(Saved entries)
*** Begin section ***

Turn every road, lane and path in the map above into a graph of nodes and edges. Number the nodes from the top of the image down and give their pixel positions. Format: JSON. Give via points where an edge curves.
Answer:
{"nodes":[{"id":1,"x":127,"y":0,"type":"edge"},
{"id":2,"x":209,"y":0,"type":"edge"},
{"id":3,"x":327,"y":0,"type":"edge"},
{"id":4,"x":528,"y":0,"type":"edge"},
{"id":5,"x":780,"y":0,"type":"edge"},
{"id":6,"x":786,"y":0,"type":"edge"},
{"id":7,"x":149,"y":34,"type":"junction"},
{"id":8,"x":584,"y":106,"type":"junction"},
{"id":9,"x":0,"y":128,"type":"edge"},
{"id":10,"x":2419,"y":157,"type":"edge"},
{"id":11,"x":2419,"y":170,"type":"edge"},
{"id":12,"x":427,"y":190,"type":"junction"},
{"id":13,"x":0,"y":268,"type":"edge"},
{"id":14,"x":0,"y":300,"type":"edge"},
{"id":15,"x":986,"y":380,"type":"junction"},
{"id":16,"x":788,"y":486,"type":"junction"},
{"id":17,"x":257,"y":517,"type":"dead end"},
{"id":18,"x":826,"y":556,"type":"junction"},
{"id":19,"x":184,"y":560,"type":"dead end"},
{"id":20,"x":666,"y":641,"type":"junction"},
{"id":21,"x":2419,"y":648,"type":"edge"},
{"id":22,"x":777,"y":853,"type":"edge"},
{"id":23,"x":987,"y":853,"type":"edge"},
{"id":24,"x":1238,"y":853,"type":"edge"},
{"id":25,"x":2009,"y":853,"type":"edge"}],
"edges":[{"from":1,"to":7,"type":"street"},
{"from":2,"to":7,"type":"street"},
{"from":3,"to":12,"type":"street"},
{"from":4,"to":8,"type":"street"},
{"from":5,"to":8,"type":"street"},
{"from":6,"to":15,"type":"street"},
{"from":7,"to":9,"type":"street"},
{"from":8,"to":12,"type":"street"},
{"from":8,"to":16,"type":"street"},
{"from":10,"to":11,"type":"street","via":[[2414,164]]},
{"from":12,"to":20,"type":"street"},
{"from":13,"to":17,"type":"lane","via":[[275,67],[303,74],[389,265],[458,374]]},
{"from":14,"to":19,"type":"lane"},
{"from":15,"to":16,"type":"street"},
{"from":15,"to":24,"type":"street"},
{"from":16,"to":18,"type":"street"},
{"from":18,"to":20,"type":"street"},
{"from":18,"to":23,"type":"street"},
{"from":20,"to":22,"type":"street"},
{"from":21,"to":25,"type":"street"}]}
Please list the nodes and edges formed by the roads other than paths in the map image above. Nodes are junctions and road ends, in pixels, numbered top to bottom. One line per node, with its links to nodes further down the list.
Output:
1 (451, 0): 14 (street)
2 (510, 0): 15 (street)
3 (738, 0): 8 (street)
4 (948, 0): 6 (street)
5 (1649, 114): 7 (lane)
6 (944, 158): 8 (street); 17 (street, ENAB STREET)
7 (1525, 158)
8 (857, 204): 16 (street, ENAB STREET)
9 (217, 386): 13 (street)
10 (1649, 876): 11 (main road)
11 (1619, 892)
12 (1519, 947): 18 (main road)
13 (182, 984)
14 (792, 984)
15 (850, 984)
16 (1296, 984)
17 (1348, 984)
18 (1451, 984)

*** End section ***

## [Exercise directions]
Lines containing the word "above" are to be pulled from the records and copied.

## [The answer]
Turn every road, lane and path in the map above into a graph of nodes and edges. Number the nodes from the top of the image down and give their pixel positions. Format: JSON. Give via points where an edge curves.
Please list the nodes and edges formed by the roads other than paths in the map image above. Nodes are junctions and road ends, in pixels, numbered top to bottom. One line per node, with its links to nodes further down the list.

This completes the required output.